Assuming I've a Dataframe with many columns, some are type string others type int and others type map.
e.g.
field/columns types: stringType|intType|mapType<string,int>|...
|--------------------------------------------------------------------------
| myString1 |myInt1| myMap1 |...
|--------------------------------------------------------------------------
|"this_is_#string"| 123 |{"str11_in#map":1,"str21_in#map":2, "str31_in#map": 31}|...
|"this_is_#string"| 456 |{"str12_in#map":1,"str22_in#map":2, "str32_in#map": 32}|...
|"this_is_#string"| 789 |{"str13_in#map":1,"str23_in#map":2, "str33_in#map": 33}|...
|--------------------------------------------------------------------------
I want to remove some characters like '_' and '#' from all columns of String and Map type so the result Dataframe/RDD will be:
|------------------------------------------------------------------------
|myString1 |myInt1| myMap1|... |
|------------------------------------------------------------------------
|"thisisstring"| 123 |{"str11inmap":1,"str21inmap":2, "str31inmap": 31}|...
|"thisisstring"| 456 |{"str12inmap":1,"str22inmap":2, "str32inmap": 32}|...
|"thisisstring"| 789 |{"str13inmap":1,"str23inmap":2, "str33inmap": 33}|...
|-------------------------------------------------------------------------
I am not sure if it's better to convert the Dataframe into an RDD and work with it or perform the work in the Dataframe.
Also, not sure how to handle the regexp with different column types in the best way (I am sing scala).
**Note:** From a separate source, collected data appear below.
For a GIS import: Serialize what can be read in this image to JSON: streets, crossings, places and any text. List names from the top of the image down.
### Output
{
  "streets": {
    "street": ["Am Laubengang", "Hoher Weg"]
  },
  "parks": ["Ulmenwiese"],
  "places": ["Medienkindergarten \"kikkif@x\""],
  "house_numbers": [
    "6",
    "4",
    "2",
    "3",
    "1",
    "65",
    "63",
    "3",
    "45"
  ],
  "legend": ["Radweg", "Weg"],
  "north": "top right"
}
And I would like to perform this action for all column of these two types (string and map), trying to avoid using the column names like:
def cleanRows(mytabledata: DataFrame): RDD[String] = {
//this will do the work for a specific column (myString1) of type string
val oneColumn_clean = mytabledata.withColumn("myString1", regexp_replace(col("myString1"),"[_#]",""))
...
//return type can be RDD or Dataframe...
}
Is there any simple solution to perform this? Thanks